_What is being asked_
For every line that contains the string "wherever", pull that line out of the material below.

_Input records_
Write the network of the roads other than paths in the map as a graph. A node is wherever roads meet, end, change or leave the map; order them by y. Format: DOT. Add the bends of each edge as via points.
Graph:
* * *
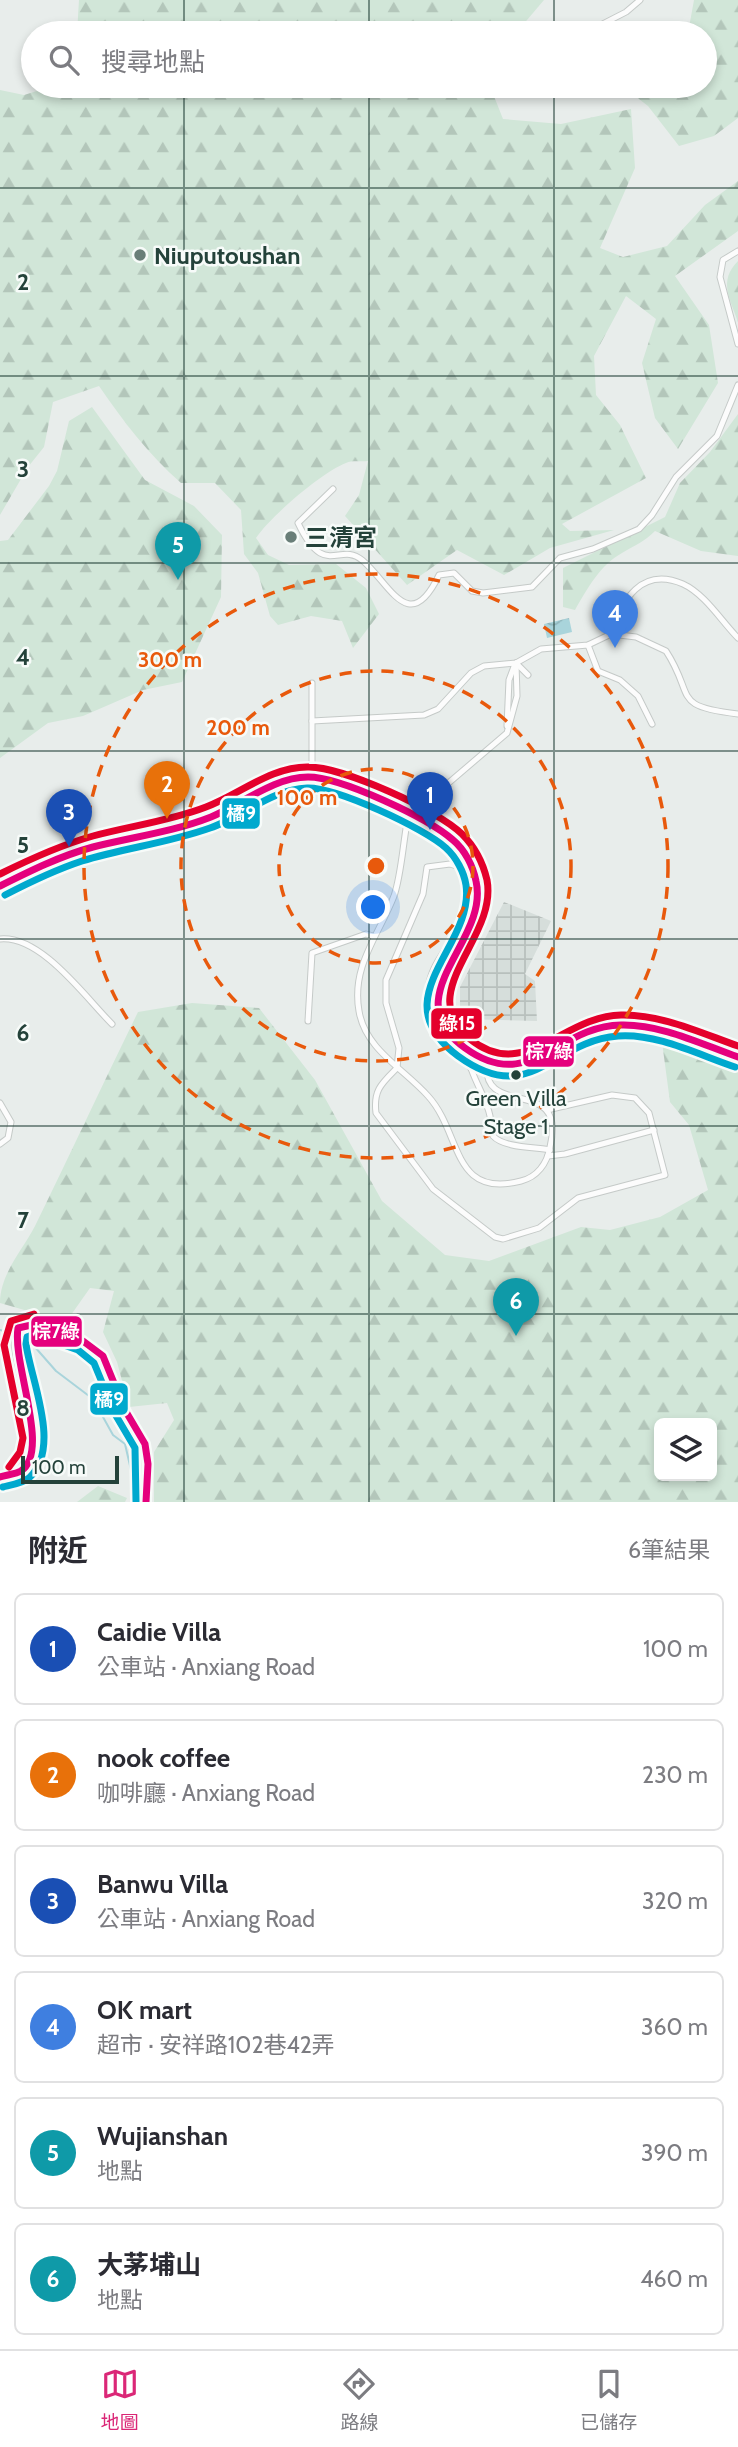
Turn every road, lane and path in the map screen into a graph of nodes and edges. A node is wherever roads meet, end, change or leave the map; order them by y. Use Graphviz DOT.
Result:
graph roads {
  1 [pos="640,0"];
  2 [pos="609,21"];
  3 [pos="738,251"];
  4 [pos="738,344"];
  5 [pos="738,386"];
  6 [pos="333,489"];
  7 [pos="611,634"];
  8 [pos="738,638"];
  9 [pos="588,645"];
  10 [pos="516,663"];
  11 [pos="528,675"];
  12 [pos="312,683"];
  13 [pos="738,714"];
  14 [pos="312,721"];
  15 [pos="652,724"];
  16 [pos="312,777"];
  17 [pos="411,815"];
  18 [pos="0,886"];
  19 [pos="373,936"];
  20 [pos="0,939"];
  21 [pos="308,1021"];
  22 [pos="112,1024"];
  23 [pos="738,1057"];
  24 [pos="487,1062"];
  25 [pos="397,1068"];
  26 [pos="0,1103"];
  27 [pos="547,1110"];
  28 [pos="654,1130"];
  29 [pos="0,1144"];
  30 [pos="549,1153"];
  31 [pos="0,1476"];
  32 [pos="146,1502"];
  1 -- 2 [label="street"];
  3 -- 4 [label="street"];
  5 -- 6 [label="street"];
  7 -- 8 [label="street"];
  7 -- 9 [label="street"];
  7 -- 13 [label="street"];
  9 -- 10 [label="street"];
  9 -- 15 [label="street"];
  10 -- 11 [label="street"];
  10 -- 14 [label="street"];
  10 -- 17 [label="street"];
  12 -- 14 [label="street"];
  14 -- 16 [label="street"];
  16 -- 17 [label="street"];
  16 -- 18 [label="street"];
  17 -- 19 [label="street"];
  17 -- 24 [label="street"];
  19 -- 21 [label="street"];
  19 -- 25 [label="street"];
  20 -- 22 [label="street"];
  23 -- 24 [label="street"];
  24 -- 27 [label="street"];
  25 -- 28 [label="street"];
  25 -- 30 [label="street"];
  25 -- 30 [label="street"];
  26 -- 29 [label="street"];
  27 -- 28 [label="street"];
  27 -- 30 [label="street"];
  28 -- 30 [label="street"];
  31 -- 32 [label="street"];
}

_Answer to this problem_
Write the network of the roads other than paths in the map as a graph. A node is wherever roads meet, end, change or leave the map; order them by y. Format: DOT. Add the bends of each edge as via points.
Turn every road, lane and path in the map screen into a graph of nodes and edges. A node is wherever roads meet, end, change or leave the map; order them by y. Use Graphviz DOT.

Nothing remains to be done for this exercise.